When Exergen Corporation was invited to be a mission sponsor for Northeastern University’s first ever Nurse Innovation & Entrepreneurship Summit and Hackathon, we knew that it would be a great opportunity to collaborate with a world-class university and nurses from all practice settings to develop innovative solutions to improve patient care. As a nurse, scientist and an entrepreneurial businessperson, I have always been driven to find solutions to large-scale problems, so it is exciting to be part of a weekend with this same focus.
Nurses are on the front lines of patient care and it has always been our mission at Exergen to support their work and help make their jobs easier and more effective.
Until recently, all of the thermometers required an uncomfortable and sometimes risky probe insertion into a body cavity to obtain requisite accuracy for medical decisions. Armed with new non-invasive technology developed for industry, Exergen decided to change the way the world takes temperature in healthcare.
When I joined Exergen, it was an industrial company beginning its first efforts in developing medical devices with groundbreaking noninvasive infrared (IR) technology. At that point, we had new infrared skin scanners being used by chiropractors, and were just beginning development of the ear thermometer technology that would eventually be used in most of the ear thermometers in the world. While observing and listening to the responses from nurses and patients, there weren’t many that were in love with ear thermometers. And so we began a search for a better way – an accurate thermometer that would be truly noninvasive.
Back to the lab, and back to basics, deciding nurses (and moms) might be right that touching the forehead was an indicator of fever, we decided to put the forehead to the test. We had an interesting and eclectic search that included hospitalized patients with AIDS and Dengue Fever, MICU’s, NICU’s, SICU’s, PICU’s, pediatric offices, schools, anywhere we could get permission and where nurses were interested in helping us gather data for a new thermometry method.

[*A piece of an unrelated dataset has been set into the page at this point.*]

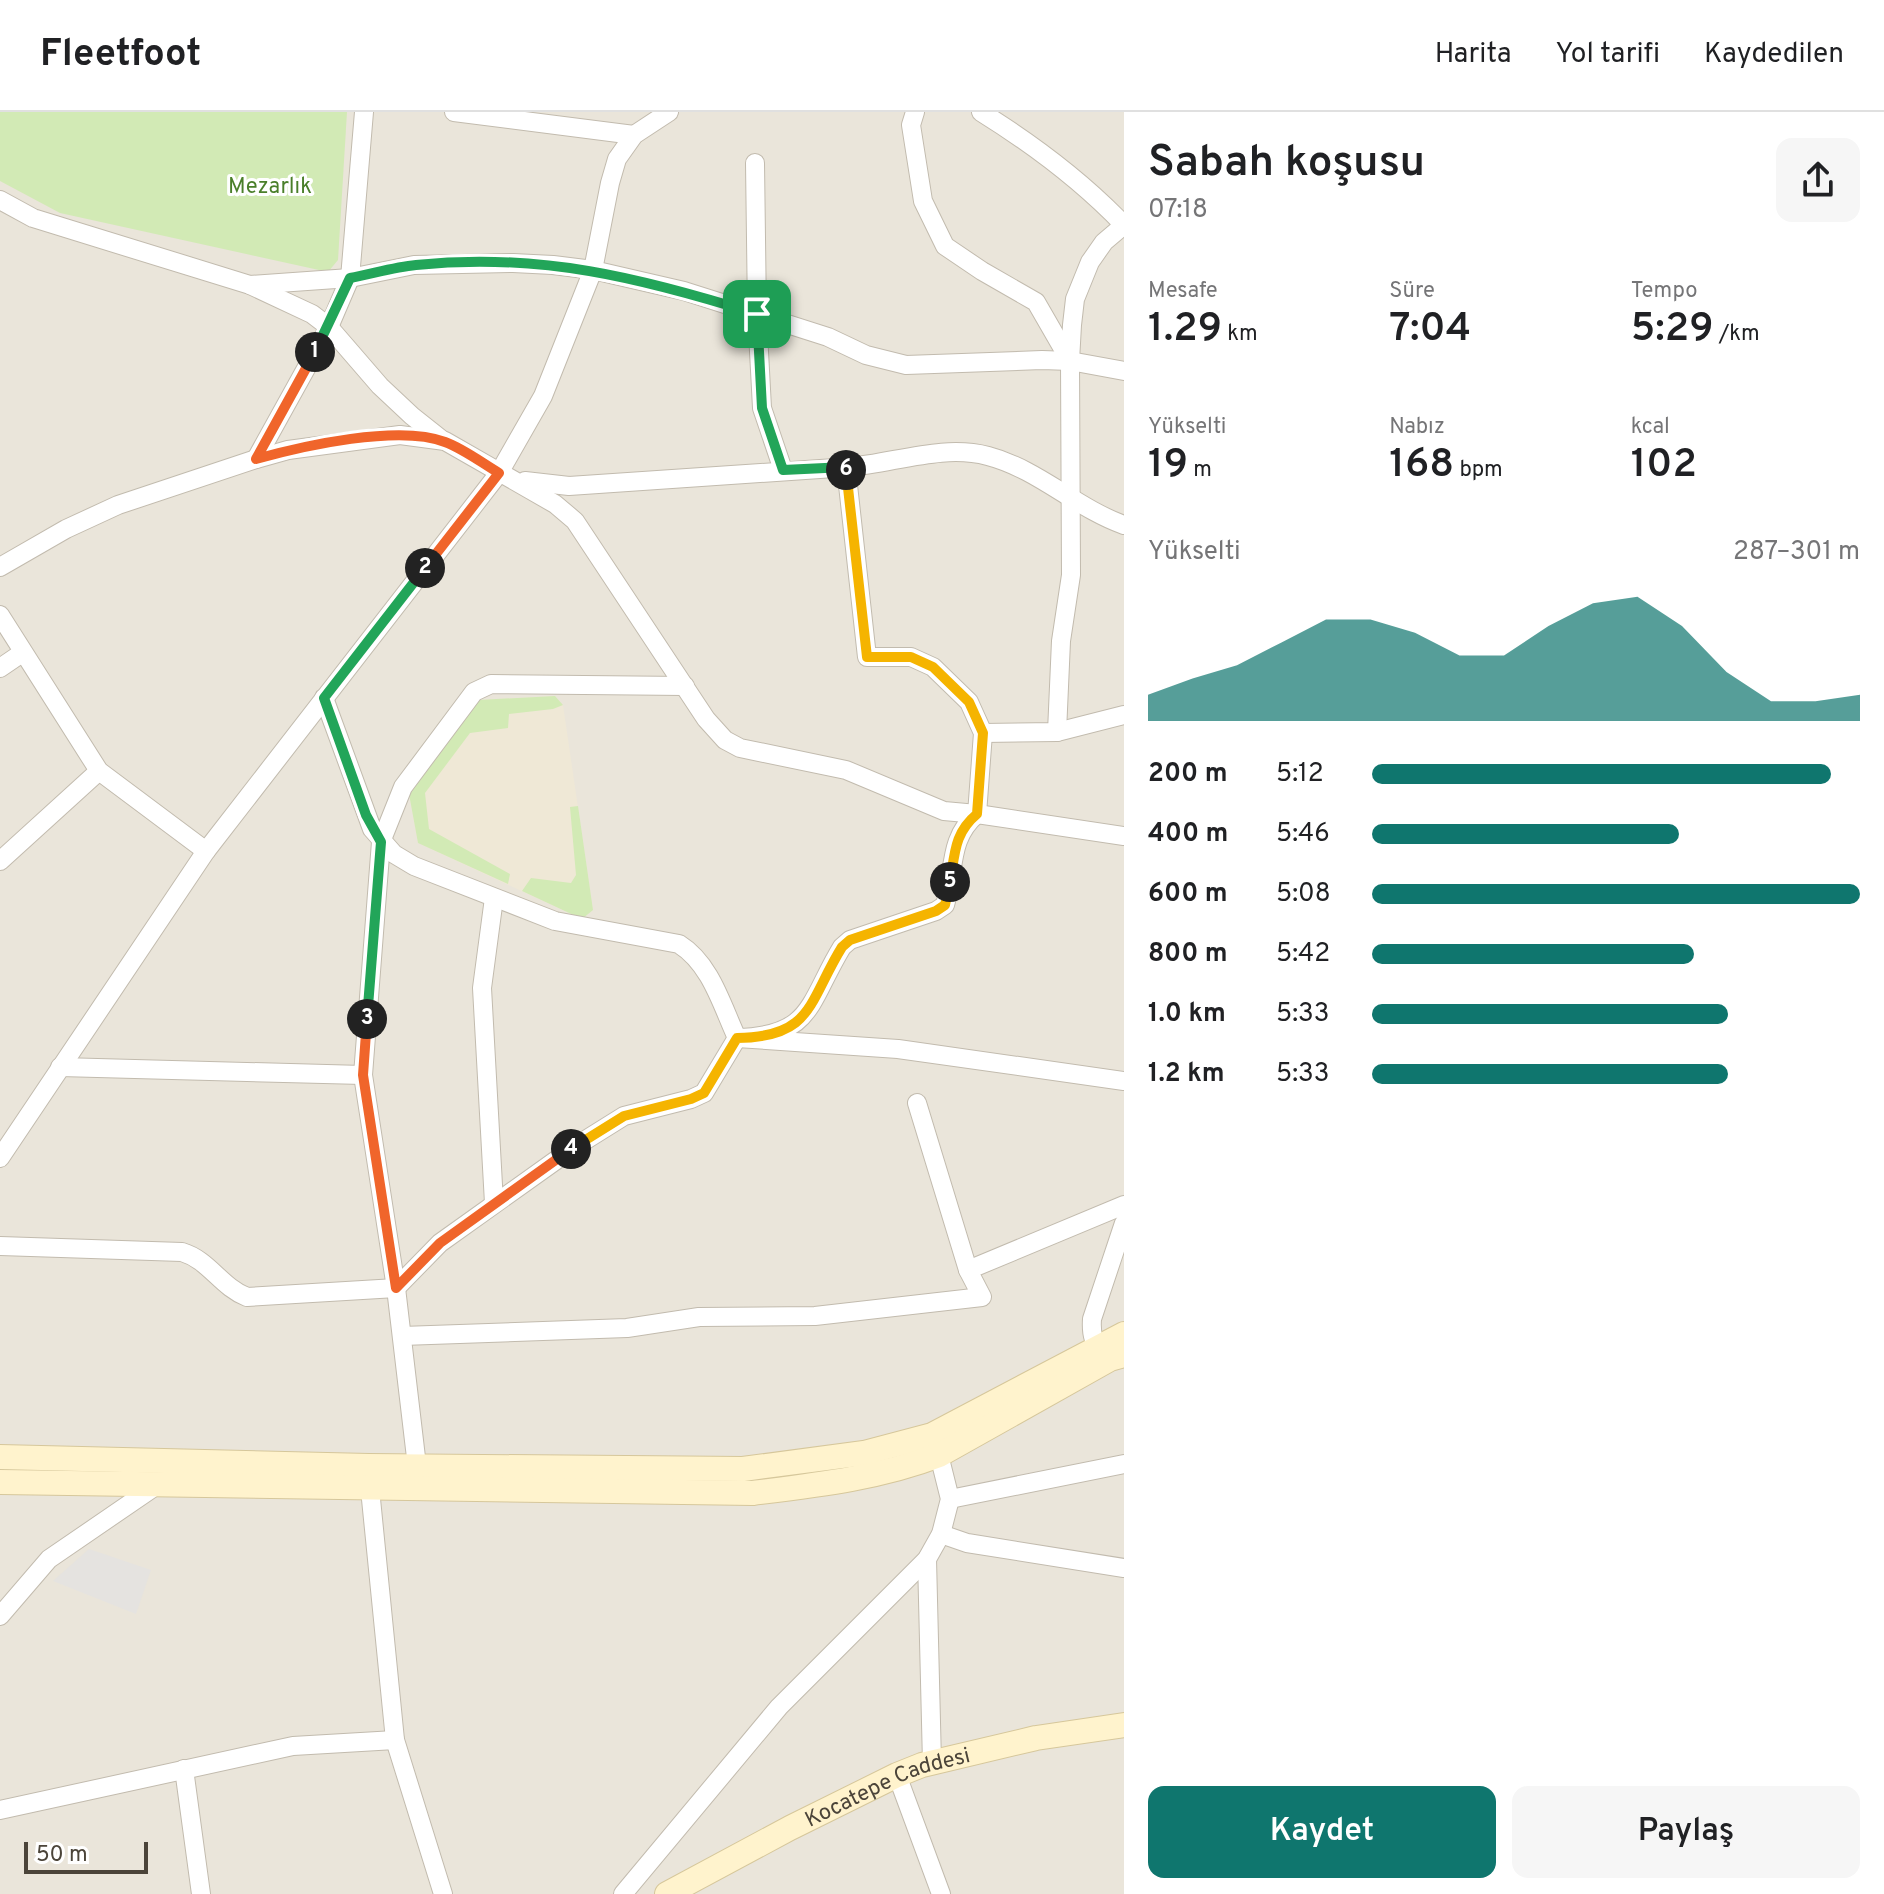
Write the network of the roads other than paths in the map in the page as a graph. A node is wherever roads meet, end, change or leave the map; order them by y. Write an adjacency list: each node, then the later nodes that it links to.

We were invited to join the Boston Marathon Medical Team in 1989 because of their concern for heat stress, and the fact we had this brand new ear thermometer technology (they had been using rectal, which NOBODY liked). This data played an important role in the scientific work of understanding thermoregulation and temperature distribution due to the extremes of thermal stresses to the runners, both internally and externally generated. We worked with nurses in the Medical Tent over the 18 years we were part of the medical team, providing fast, accurate, thermal assessment of the runners and expanding everyone’s knowledge of how to treat the runners.
After that, it was back to the lab to incorporate all of our new understanding from the hospitals and medical tent. We figured out why the forehead measure worked sometimes and not other times, and the central role the temporal artery at the forehead played. Back to the hospitals for more data to test our new hypothesis with nurses and patients, and back to the lab for prototype designs, internal testing, patent application, then field test prototypes with nurses and patients. Paraphrasing Thomas Edison, innovation is one percent inspiration and 99 percent perspiration.
There was a great deal of skepticism that our new thermometry method would actually work. We were fortunate to be near premier hospitals that were interested in studying a new thermometry method that was potentially revolutionary – accurate temperature with only a gentle scan of the forehead. Our first studies were conducted by research nurses at MGH and then again later by pediatricians and nurses at Boston Children’s Hospital. After these studies demonstrated accuracy, there was a little less skepticism, but still a big challenge to overcome. Fortunately these studies, and several others we commissioned, were adequate for FDA approval, but did not overcome widespread skepticism from both physicians and nurses, although nurses seemed to be warming to the idea more so than physicians.
From day one, Exergen decided to manufacture the new Temporal Artery Thermometers (TAT), including the consumer retail version, in the USA at our plant in Watertown. This was very challenging given the cost disadvantage we had compared to overseas thermometer manufacturers, but with our new technology we did not want to leave anything to chance in producing a high quality product. There were successes, but challenges galore from the skepticism.
Fortunately for us, many physician and nurse researchers were interested in the potential patient and clinician benefits of eliminating probe insertions into body cavities, so they initiated their own independent studies and published their results. As of 2016, there are more than 60 peer-reviewed published studies attesting to the accuracy of the Exergen TAT. These studies cover all patient ages from preemies to geriatrics, and all settings in healthcare (see www.exergen.com/nu1). We are grateful for the time and effort so many physicians and nurses gave to prove our new product’s accuracy in so many settings. These studies were clearly instrumental in reducing skepticism, emphasizing the importance of independent reviews.
Innovation is a long and challenging path, but well worth taking if the idea is sound, since it can change the world.
We are delighted to partner with Northeastern University for the first ever Nurse Innovation & Entrepreneurship Summit and Hackathon to help the future of healthcare bring their ideas to life. We hope that one day this next generation can experience the same successes that we have experienced from lots of hard work and perspiration.